Ich bin wieder mal schlau. Kaum habe ich die 5-Stunden-Zeitläufer mit ihren Luftballons gesehen, hänge ich mich auch schon an sie dran. Sie müssen in den gleichen Block und ich gehe mal davon aus, dass sie wissen wo der sich befindet. Aber so blöd kann man sich gar nicht anstellen, dass man seinen Block verfehlt.
Dann stehe ich so da, die vielen Läufer um mich, im Hintergrund das Kolosseum. Ich bin bestimmt kein seelischer Weichling, aber das ist so ein Moment, in dem die Augen feucht werden. Ich glaube, an einem eindrucksvolleren Startort bin ich noch nie gestanden. Es war goldrichtig, mich für meinen 75. Marathon für Rom zu entscheiden!
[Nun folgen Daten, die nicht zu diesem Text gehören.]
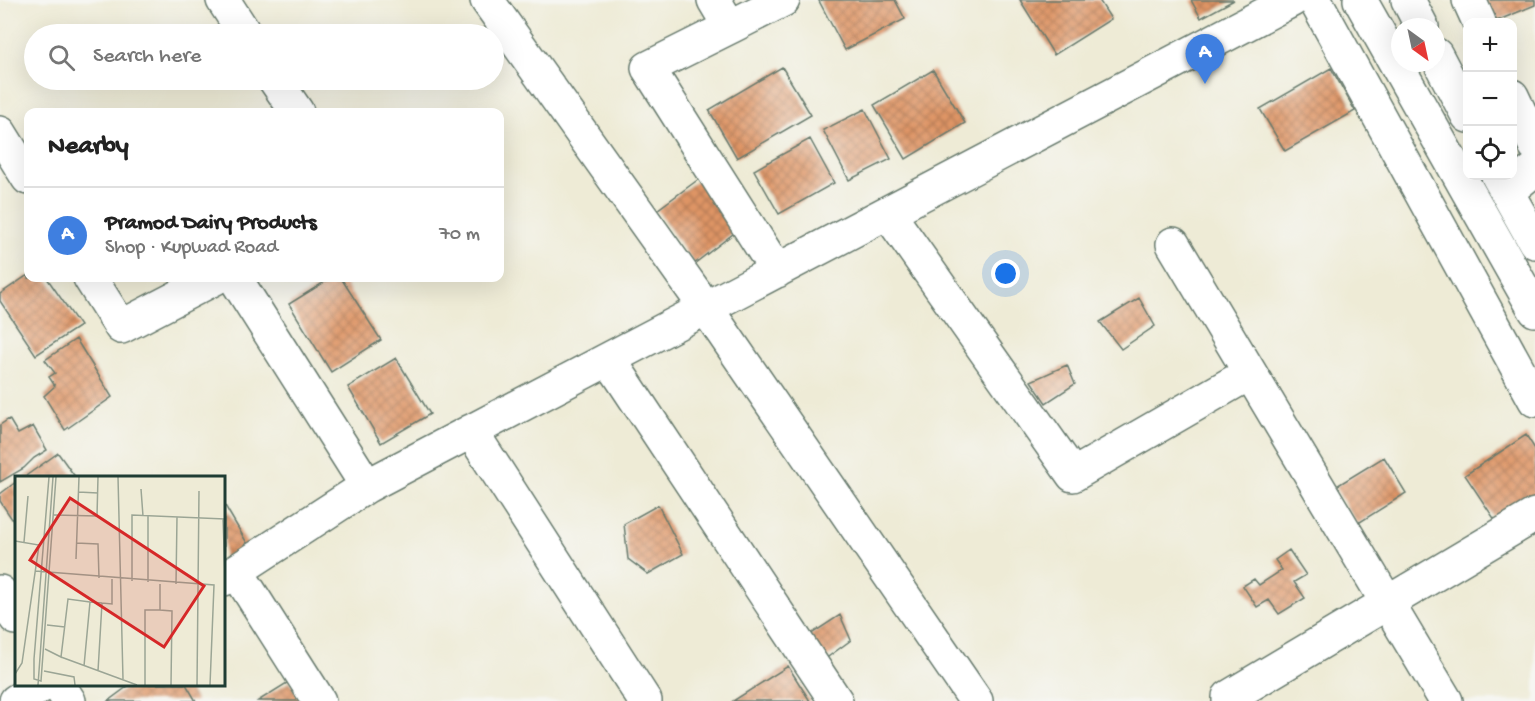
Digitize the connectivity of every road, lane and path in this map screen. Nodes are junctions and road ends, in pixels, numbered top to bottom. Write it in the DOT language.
graph roads {
  1 [pos="223,0"];
  2 [pos="487,0"];
  3 [pos="783,0"];
  4 [pos="1292,0"];
  5 [pos="1315,0"];
  6 [pos="1360,0"];
  7 [pos="1408,0"];
  8 [pos="1468,0"];
  9 [pos="722,14"];
  10 [pos="1417,18"];
  11 [pos="1477,18"];
  12 [pos="239,24"];
  13 [pos="1445,72"];
  14 [pos="282,90"];
  15 [pos="1517,107"];
  16 [pos="294,108"];
  17 [pos="1463,108"];
  18 [pos="0,133"];
  19 [pos="1535,145"];
  20 [pos="1535,169"];
  21 [pos="24,172"];
  22 [pos="1503,184"];
  23 [pos="888,213"];
  24 [pos="1535,242"];
  25 [pos="1173,244"];
  26 [pos="777,271"];
  27 [pos="93,282"];
  28 [pos="206,282"];
  29 [pos="238,282"];
  30 [pos="706,308"];
  31 [pos="1535,310"];
  32 [pos="609,359"];
  33 [pos="1250,373"];
  34 [pos="1535,400"];
  35 [pos="471,431"];
  36 [pos="367,486"];
  37 [pos="1535,515"];
  38 [pos="230,575"];
  39 [pos="0,592"];
  40 [pos="1388,604"];
  41 [pos="15,616"];
  42 [pos="42,686"];
  43 [pos="59,686"];
  44 [pos="16,701"];
  45 [pos="69,701"];
  46 [pos="319,701"];
  47 [pos="645,701"];
  48 [pos="836,701"];
  49 [pos="976,701"];
  50 [pos="1229,701"];
  51 [pos="1446,701"];
  1 -- 12 [label="street"];
  2 -- 30 [label="street"];
  3 -- 9 [label="street"];
  4 -- 23 [label="street"];
  5 -- 34 [label="street"];
  6 -- 31 [label="street"];
  7 -- 10 [label="street"];
  8 -- 11 [label="street"];
  9 -- 26 [label="street"];
  13 -- 17 [label="street"];
  14 -- 16 [label="street"];
  15 -- 19 [label="street"];
  18 -- 21 [label="street"];
  20 -- 22 [label="street"];
  22 -- 24 [label="street"];
  23 -- 26 [label="street"];
  23 -- 33 [label="street"];
  25 -- 33 [label="street"];
  26 -- 30 [label="street"];
  27 -- 28 [label="street"];
  29 -- 36 [label="street"];
  30 -- 32 [label="street"];
  30 -- 49 [label="street"];
  32 -- 35 [label="street"];
  32 -- 48 [label="street"];
  33 -- 40 [label="street"];
  35 -- 36 [label="street"];
  35 -- 47 [label="street"];
  36 -- 38 [label="street"];
  37 -- 40 [label="street"];
  38 -- 46 [label="street"];
  39 -- 41 [label="street"];
  40 -- 50 [label="street"];
  40 -- 51 [label="street"];
  42 -- 44 [label="street"];
  43 -- 45 [label="street"];
}
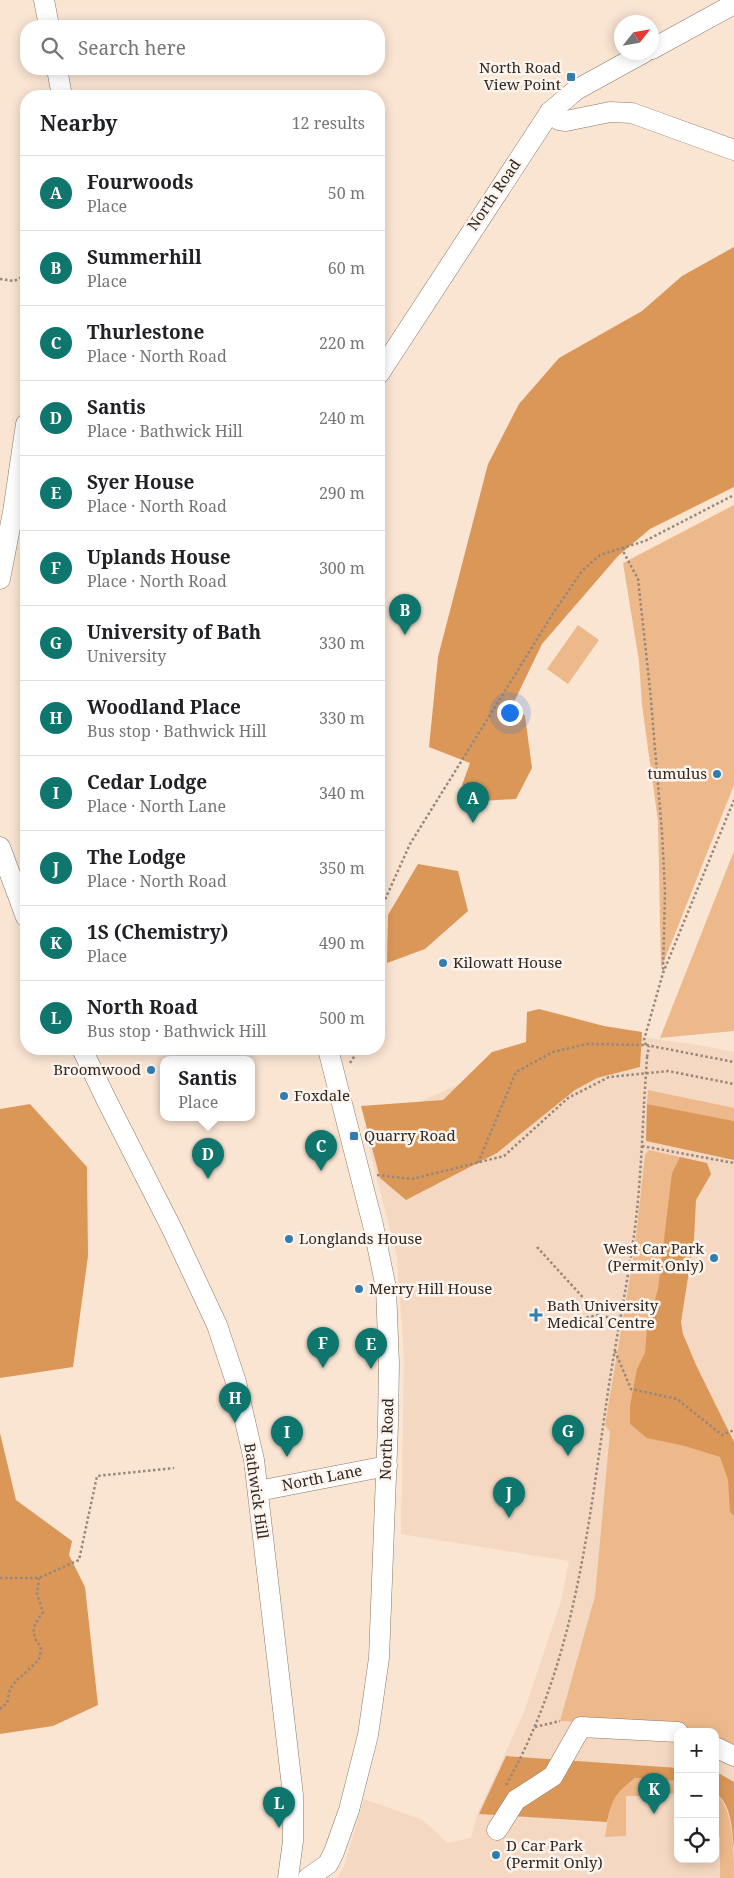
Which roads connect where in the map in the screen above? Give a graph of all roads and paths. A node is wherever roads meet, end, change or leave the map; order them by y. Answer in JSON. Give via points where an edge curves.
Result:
{"nodes":[{"id":1,"x":44,"y":0,"type":"edge"},
{"id":2,"x":734,"y":4,"type":"edge"},
{"id":3,"x":48,"y":20,"type":"edge"},
{"id":4,"x":659,"y":45,"type":"edge"},
{"id":5,"x":630,"y":60,"type":"edge"},
{"id":6,"x":58,"y":75,"type":"edge"},
{"id":7,"x":61,"y":90,"type":"edge"},
{"id":8,"x":550,"y":112,"type":"junction"},
{"id":9,"x":734,"y":150,"type":"edge"},
{"id":10,"x":20,"y":278,"type":"edge"},
{"id":11,"x":0,"y":279,"type":"edge"},
{"id":12,"x":385,"y":365,"type":"edge"},
{"id":13,"x":20,"y":465,"type":"edge"},
{"id":14,"x":734,"y":495,"type":"edge"},
{"id":15,"x":623,"y":546,"type":"junction"},
{"id":16,"x":0,"y":579,"type":"edge"},
{"id":17,"x":734,"y":800,"type":"edge"},
{"id":18,"x":0,"y":847,"type":"edge"},
{"id":19,"x":385,"y":900,"type":"edge"},
{"id":20,"x":20,"y":901,"type":"edge"},
{"id":21,"x":663,"y":972,"type":"junction"},
{"id":22,"x":647,"y":1045,"type":"junction"},
{"id":23,"x":85,"y":1055,"type":"edge"},
{"id":24,"x":330,"y":1055,"type":"edge"},
{"id":25,"x":734,"y":1062,"type":"edge"},
{"id":26,"x":734,"y":1084,"type":"edge"},
{"id":27,"x":642,"y":1146,"type":"junction"},
{"id":28,"x":478,"y":1163,"type":"junction"},
{"id":29,"x":734,"y":1163,"type":"edge"},
{"id":30,"x":360,"y":1173,"type":"junction"},
{"id":31,"x":537,"y":1247,"type":"dead end"},
{"id":32,"x":599,"y":1315,"type":"junction"},
{"id":33,"x":619,"y":1320,"type":"junction"},
{"id":34,"x":552,"y":1324,"type":"dead end"},
{"id":35,"x":614,"y":1349,"type":"junction"},
{"id":36,"x":734,"y":1430,"type":"edge"},
{"id":37,"x":387,"y":1466,"type":"junction"},
{"id":38,"x":174,"y":1468,"type":"dead end"},
{"id":39,"x":258,"y":1491,"type":"junction"},
{"id":40,"x":0,"y":1578,"type":"edge"},
{"id":41,"x":39,"y":1578,"type":"junction"},
{"id":42,"x":0,"y":1710,"type":"edge"},
{"id":43,"x":560,"y":1721,"type":"dead end"},
{"id":44,"x":535,"y":1727,"type":"junction"},
{"id":45,"x":674,"y":1732,"type":"edge"},
{"id":46,"x":719,"y":1749,"type":"edge"},
{"id":47,"x":734,"y":1756,"type":"edge"},
{"id":48,"x":502,"y":1792,"type":"dead end"},
{"id":49,"x":497,"y":1830,"type":"dead end"},
{"id":50,"x":288,"y":1878,"type":"edge"},
{"id":51,"x":308,"y":1878,"type":"edge"}],
"edges":[{"from":1,"to":3,"type":"street"},
{"from":2,"to":4,"type":"street"},
{"from":5,"to":8,"type":"street","name":"North Road","via":[[576,90]]},
{"from":6,"to":7,"type":"street"},
{"from":8,"to":9,"type":"street","via":[[559,120],[566,121],[610,112],[632,113]]},
{"from":8,"to":12,"type":"street","name":"North Road"},
{"from":10,"to":11,"type":"path"},
{"from":13,"to":16,"type":"street"},
{"from":14,"to":15,"type":"path","via":[[645,541]]},
{"from":15,"to":19,"type":"path","via":[[600,555],[582,571],[552,615],[410,844]]},
{"from":15,"to":21,"type":"path","via":[[638,579],[650,689],[664,882]]},
{"from":17,"to":21,"type":"path"},
{"from":18,"to":20,"type":"street"},
{"from":21,"to":22,"type":"path","via":[[644,1040]]},
{"from":22,"to":25,"type":"path"},
{"from":22,"to":27,"type":"path","bridge":true},
{"from":22,"to":28,"type":"path","via":[[587,1044],[553,1052],[516,1072]]},
{"from":23,"to":39,"type":"street","name":"Bathwick Hill","via":[[217,1325],[243,1408]]},
{"from":24,"to":30,"type":"street","name":"North Road"},
{"from":26,"to":28,"type":"path","via":[[668,1071],[609,1076],[568,1098],[504,1156]]},
{"from":27,"to":29,"type":"path"},
{"from":27,"to":33,"type":"path","via":[[635,1228]]},
{"from":28,"to":30,"type":"path","via":[[412,1179]]},
{"from":30,"to":37,"type":"street","name":"North Road","via":[[386,1288],[389,1364]]},
{"from":31,"to":32,"type":"path"},
{"from":32,"to":33,"type":"path"},
{"from":32,"to":34,"type":"path"},
{"from":33,"to":35,"type":"path"},
{"from":35,"to":36,"type":"path","via":[[631,1389],[677,1399],[722,1435]]},
{"from":35,"to":44,"type":"path","via":[[571,1617]]},
{"from":37,"to":39,"type":"street","name":"North Lane"},
{"from":37,"to":51,"type":"street","name":"North Road","via":[[379,1658],[368,1735],[349,1810],[334,1852],[328,1864]]},
{"from":38,"to":41,"type":"path","via":[[97,1476],[79,1560]]},
{"from":39,"to":50,"type":"street","name":"Bathwick Hill","via":[[293,1795],[293,1841]]},
{"from":40,"to":41,"type":"path"},
{"from":41,"to":42,"type":"path","via":[[37,1594],[43,1612],[34,1625],[33,1636],[41,1648],[39,1660],[16,1681],[10,1689],[7,1703]]},
{"from":43,"to":44,"type":"path"},
{"from":44,"to":48,"type":"path"},
{"from":45,"to":49,"type":"street","via":[[581,1727],[553,1776],[516,1800]]},
{"from":46,"to":47,"type":"street"}]}
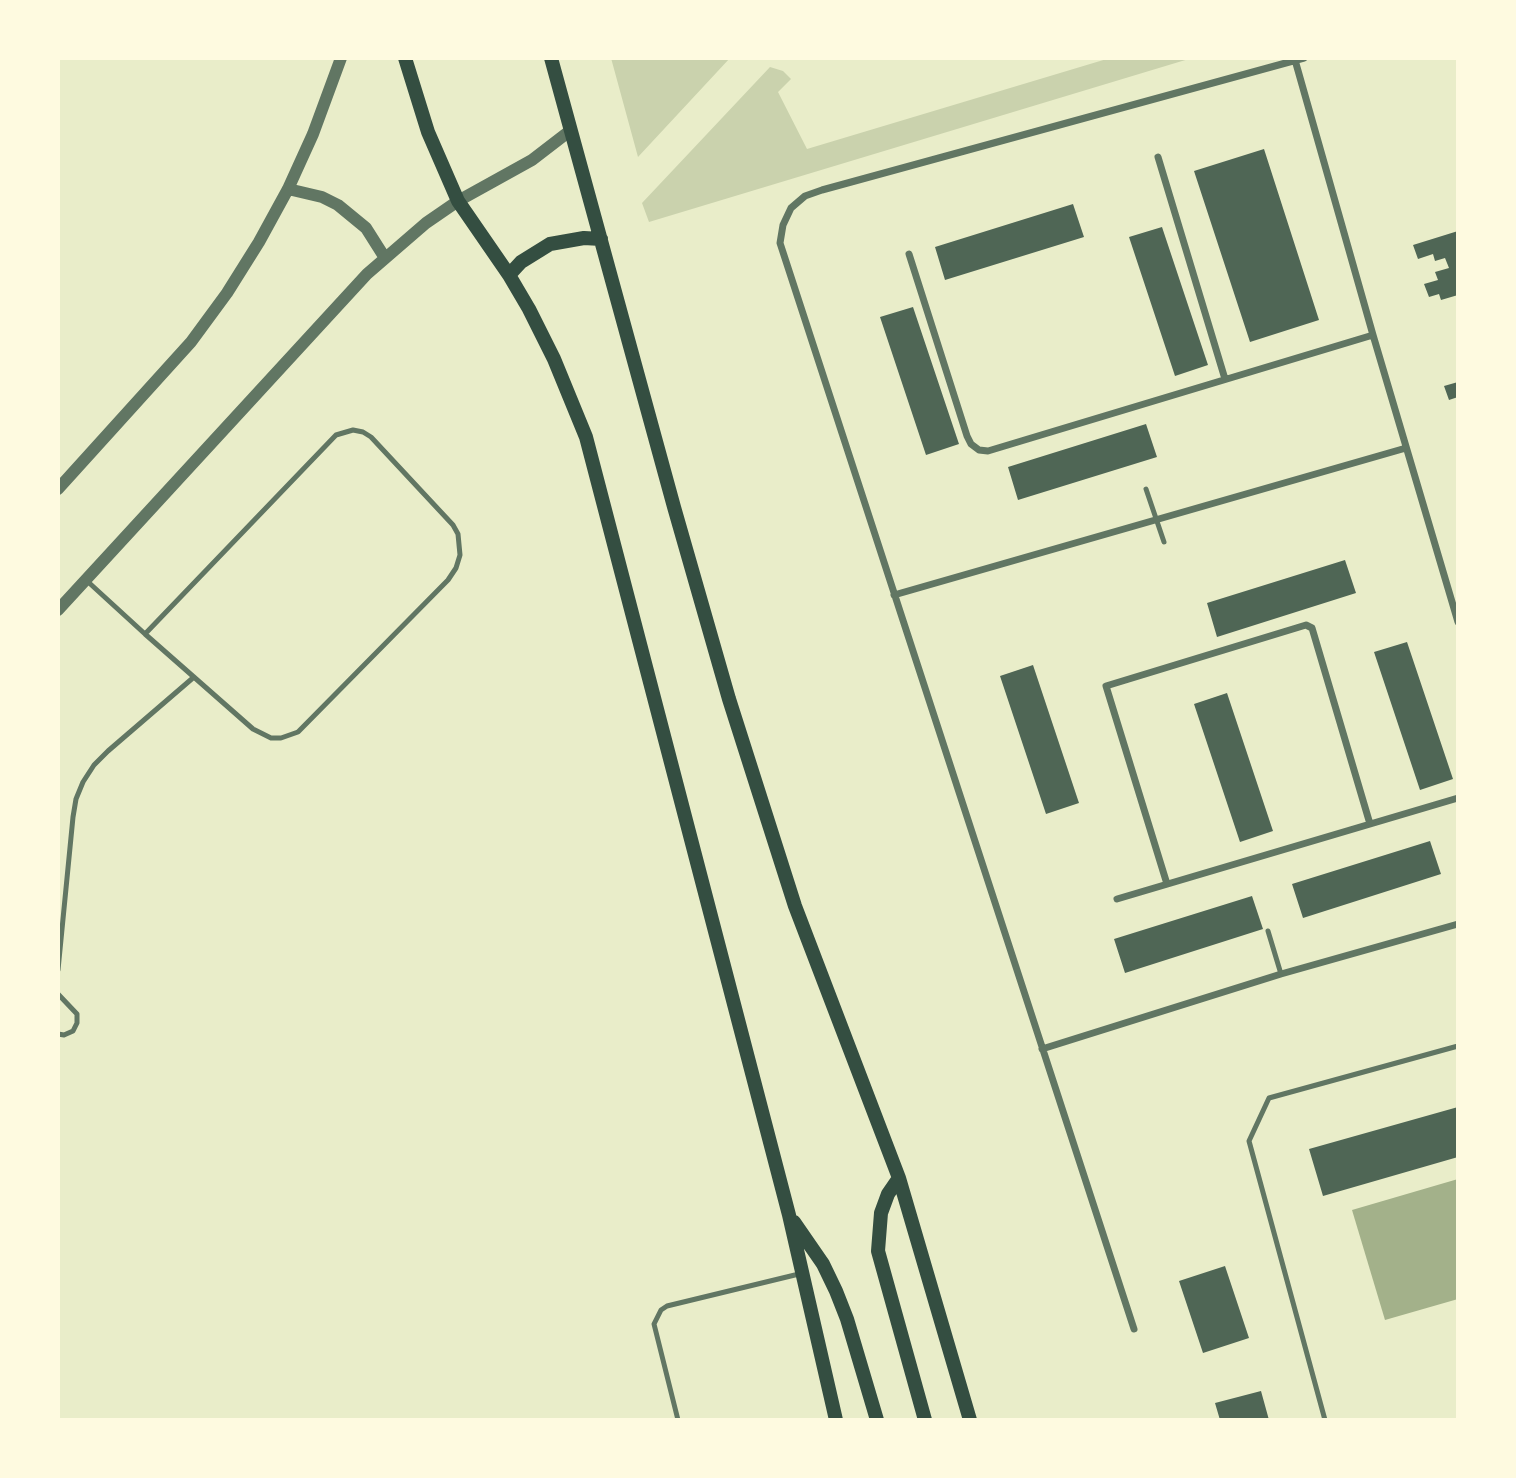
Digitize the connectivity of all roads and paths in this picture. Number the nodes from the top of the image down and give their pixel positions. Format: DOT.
graph roads {
  1 [pos="341,58"];
  2 [pos="405,58"];
  3 [pos="551,58"];
  4 [pos="1304,58"];
  5 [pos="1294,60"];
  6 [pos="571,130"];
  7 [pos="1158,157"];
  8 [pos="288,189"];
  9 [pos="458,201"];
  10 [pos="601,239"];
  11 [pos="909,254"];
  12 [pos="385,258"];
  13 [pos="509,275"];
  14 [pos="1373,335"];
  15 [pos="1225,379"];
  16 [pos="1406,447"];
  17 [pos="58,489"];
  18 [pos="1146,489"];
  19 [pos="1156,518"];
  20 [pos="1164,542"];
  21 [pos="86,580"];
  22 [pos="894,595"];
  23 [pos="58,610"];
  24 [pos="1458,622"];
  25 [pos="145,634"];
  26 [pos="194,677"];
  27 [pos="1458,798"];
  28 [pos="1370,824"];
  29 [pos="1167,884"];
  30 [pos="1117,899"];
  31 [pos="1458,924"];
  32 [pos="1268,931"];
  33 [pos="58,970"];
  34 [pos="1281,974"];
  35 [pos="58,993"];
  36 [pos="58,1034"];
  37 [pos="1458,1046"];
  38 [pos="1042,1049"];
  39 [pos="899,1178"];
  40 [pos="789,1215"];
  41 [pos="803,1274"];
  42 [pos="1134,1329"];
  43 [pos="678,1420"];
  44 [pos="836,1420"];
  45 [pos="877,1420"];
  46 [pos="925,1420"];
  47 [pos="970,1420"];
  48 [pos="1325,1420"];
  1 -- 8 [label="street"];
  2 -- 9 [label="main road"];
  3 -- 6 [label="main road"];
  4 -- 5 [label="street"];
  5 -- 14 [label="street"];
  5 -- 22 [label="street"];
  6 -- 9 [label="street"];
  6 -- 10 [label="main road"];
  7 -- 15 [label="street"];
  8 -- 12 [label="street"];
  8 -- 17 [label="street"];
  9 -- 12 [label="street"];
  9 -- 13 [label="main road"];
  10 -- 13 [label="main road"];
  10 -- 39 [label="main road"];
  11 -- 15 [label="street"];
  12 -- 21 [label="street"];
  13 -- 40 [label="main road"];
  14 -- 15 [label="street"];
  14 -- 16 [label="street"];
  16 -- 19 [label="street"];
  16 -- 24 [label="street"];
  18 -- 19 [label="lane"];
  19 -- 20 [label="lane"];
  19 -- 22 [label="street"];
  21 -- 23 [label="street"];
  21 -- 25 [label="lane"];
  22 -- 38 [label="street"];
  25 -- 26 [label="lane"];
  25 -- 26 [label="lane"];
  26 -- 33 [label="lane"];
  27 -- 28 [label="street"];
  28 -- 29 [label="street"];
  28 -- 29 [label="street"];
  29 -- 30 [label="street"];
  31 -- 34 [label="street"];
  32 -- 34 [label="lane"];
  34 -- 38 [label="street"];
  35 -- 36 [label="lane"];
  37 -- 48 [label="lane"];
  38 -- 42 [label="street"];
  39 -- 46 [label="main road"];
  39 -- 47 [label="main road"];
  40 -- 41 [label="main road"];
  40 -- 45 [label="main road"];
  41 -- 43 [label="lane"];
  41 -- 44 [label="main road"];
}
8.50 Uhr soll der Start erfolgen. Diese Zeit ist schon vorbei, als es bei uns da hinten am Kolosseum erst einmal langsam losgeht. Gegen 9 Uhr überqueren wir die Startlinie und sind auch schon auf der Piazza Venezia. Eine Kapelle treibt uns an. Das ist richtig so. Denn, mein Gott: Wer rennt an so einer Fülle von einmaligen Geschichtszeugnissen vorbei, ohne sie zu genießen. Da muss man doch bescheuert sein. Oder Marathonläufer. Oder beides…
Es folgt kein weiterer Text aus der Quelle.